## WORK ORDER:
Restate the entries below verbatim.

Dataset entries

_ _ _ _ _

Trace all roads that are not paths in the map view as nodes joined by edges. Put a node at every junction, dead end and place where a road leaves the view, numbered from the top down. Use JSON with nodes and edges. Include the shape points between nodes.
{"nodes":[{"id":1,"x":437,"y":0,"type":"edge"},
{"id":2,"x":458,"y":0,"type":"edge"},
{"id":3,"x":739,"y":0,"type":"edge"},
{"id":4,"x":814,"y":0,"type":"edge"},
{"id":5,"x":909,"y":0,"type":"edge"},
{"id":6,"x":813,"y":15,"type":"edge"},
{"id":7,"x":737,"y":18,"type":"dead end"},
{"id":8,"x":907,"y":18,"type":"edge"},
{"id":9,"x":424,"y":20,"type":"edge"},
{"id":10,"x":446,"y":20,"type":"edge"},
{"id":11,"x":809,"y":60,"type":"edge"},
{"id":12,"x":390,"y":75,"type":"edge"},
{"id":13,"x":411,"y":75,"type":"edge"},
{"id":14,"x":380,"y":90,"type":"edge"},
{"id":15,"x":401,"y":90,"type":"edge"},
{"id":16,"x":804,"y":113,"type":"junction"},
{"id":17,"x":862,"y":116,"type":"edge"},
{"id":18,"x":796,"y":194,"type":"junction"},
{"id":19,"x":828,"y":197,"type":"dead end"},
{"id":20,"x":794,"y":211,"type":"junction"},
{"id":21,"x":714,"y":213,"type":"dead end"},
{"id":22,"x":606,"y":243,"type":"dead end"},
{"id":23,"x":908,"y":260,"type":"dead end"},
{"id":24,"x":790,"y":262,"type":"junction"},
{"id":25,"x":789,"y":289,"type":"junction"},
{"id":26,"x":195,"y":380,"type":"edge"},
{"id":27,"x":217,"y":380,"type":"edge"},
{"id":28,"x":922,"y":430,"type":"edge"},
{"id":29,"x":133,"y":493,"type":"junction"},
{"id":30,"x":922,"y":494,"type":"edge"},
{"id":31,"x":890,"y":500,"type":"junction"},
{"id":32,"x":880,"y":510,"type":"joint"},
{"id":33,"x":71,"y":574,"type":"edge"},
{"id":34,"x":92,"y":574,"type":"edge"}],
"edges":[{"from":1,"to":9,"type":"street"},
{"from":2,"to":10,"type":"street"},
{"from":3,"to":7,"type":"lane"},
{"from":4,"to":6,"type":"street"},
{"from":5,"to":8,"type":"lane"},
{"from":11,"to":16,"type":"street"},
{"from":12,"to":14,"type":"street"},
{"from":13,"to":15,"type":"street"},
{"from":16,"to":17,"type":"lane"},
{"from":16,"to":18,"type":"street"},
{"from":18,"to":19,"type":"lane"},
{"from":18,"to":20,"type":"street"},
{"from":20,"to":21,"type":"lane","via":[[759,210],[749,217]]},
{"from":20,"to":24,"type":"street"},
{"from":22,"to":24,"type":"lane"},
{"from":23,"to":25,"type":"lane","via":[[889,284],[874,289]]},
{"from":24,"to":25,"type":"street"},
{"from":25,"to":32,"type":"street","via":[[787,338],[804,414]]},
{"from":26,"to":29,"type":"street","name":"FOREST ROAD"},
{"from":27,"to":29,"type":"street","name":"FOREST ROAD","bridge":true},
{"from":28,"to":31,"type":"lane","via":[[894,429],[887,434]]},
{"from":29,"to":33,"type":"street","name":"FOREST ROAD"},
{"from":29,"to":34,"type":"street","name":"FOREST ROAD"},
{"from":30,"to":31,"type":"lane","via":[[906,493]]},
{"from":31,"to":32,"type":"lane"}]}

_ _ _ _ _

## RESPONSE TO THE TASK:
Trace all roads that are not paths in the map view as nodes joined by edges. Put a node at every junction, dead end and place where a road leaves the view, numbered from the top down. Use JSON with nodes and edges. Include the shape points between nodes.
{"nodes":[{"id":1,"x":437,"y":0,"type":"edge"},
{"id":2,"x":458,"y":0,"type":"edge"},
{"id":3,"x":739,"y":0,"type":"edge"},
{"id":4,"x":814,"y":0,"type":"edge"},
{"id":5,"x":909,"y":0,"type":"edge"},
{"id":6,"x":813,"y":15,"type":"edge"},
{"id":7,"x":737,"y":18,"type":"dead end"},
{"id":8,"x":907,"y":18,"type":"edge"},
{"id":9,"x":424,"y":20,"type":"edge"},
{"id":10,"x":446,"y":20,"type":"edge"},
{"id":11,"x":809,"y":60,"type":"edge"},
{"id":12,"x":390,"y":75,"type":"edge"},
{"id":13,"x":411,"y":75,"type":"edge"},
{"id":14,"x":380,"y":90,"type":"edge"},
{"id":15,"x":401,"y":90,"type":"edge"},
{"id":16,"x":804,"y":113,"type":"junction"},
{"id":17,"x":862,"y":116,"type":"edge"},
{"id":18,"x":796,"y":194,"type":"junction"},
{"id":19,"x":828,"y":197,"type":"dead end"},
{"id":20,"x":794,"y":211,"type":"junction"},
{"id":21,"x":714,"y":213,"type":"dead end"},
{"id":22,"x":606,"y":243,"type":"dead end"},
{"id":23,"x":908,"y":260,"type":"dead end"},
{"id":24,"x":790,"y":262,"type":"junction"},
{"id":25,"x":789,"y":289,"type":"junction"},
{"id":26,"x":195,"y":380,"type":"edge"},
{"id":27,"x":217,"y":380,"type":"edge"},
{"id":28,"x":922,"y":430,"type":"edge"},
{"id":29,"x":133,"y":493,"type":"junction"},
{"id":30,"x":922,"y":494,"type":"edge"},
{"id":31,"x":890,"y":500,"type":"junction"},
{"id":32,"x":880,"y":510,"type":"joint"},
{"id":33,"x":71,"y":574,"type":"edge"},
{"id":34,"x":92,"y":574,"type":"edge"}],
"edges":[{"from":1,"to":9,"type":"street"},
{"from":2,"to":10,"type":"street"},
{"from":3,"to":7,"type":"lane"},
{"from":4,"to":6,"type":"street"},
{"from":5,"to":8,"type":"lane"},
{"from":11,"to":16,"type":"street"},
{"from":12,"to":14,"type":"street"},
{"from":13,"to":15,"type":"street"},
{"from":16,"to":17,"type":"lane"},
{"from":16,"to":18,"type":"street"},
{"from":18,"to":19,"type":"lane"},
{"from":18,"to":20,"type":"street"},
{"from":20,"to":21,"type":"lane","via":[[759,210],[749,217]]},
{"from":20,"to":24,"type":"street"},
{"from":22,"to":24,"type":"lane"},
{"from":23,"to":25,"type":"lane","via":[[889,284],[874,289]]},
{"from":24,"to":25,"type":"street"},
{"from":25,"to":32,"type":"street","via":[[787,338],[804,414]]},
{"from":26,"to":29,"type":"street","name":"FOREST ROAD"},
{"from":27,"to":29,"type":"street","name":"FOREST ROAD","bridge":true},
{"from":28,"to":31,"type":"lane","via":[[894,429],[887,434]]},
{"from":29,"to":33,"type":"street","name":"FOREST ROAD"},
{"from":29,"to":34,"type":"street","name":"FOREST ROAD"},
{"from":30,"to":31,"type":"lane","via":[[906,493]]},
{"from":31,"to":32,"type":"lane"}]}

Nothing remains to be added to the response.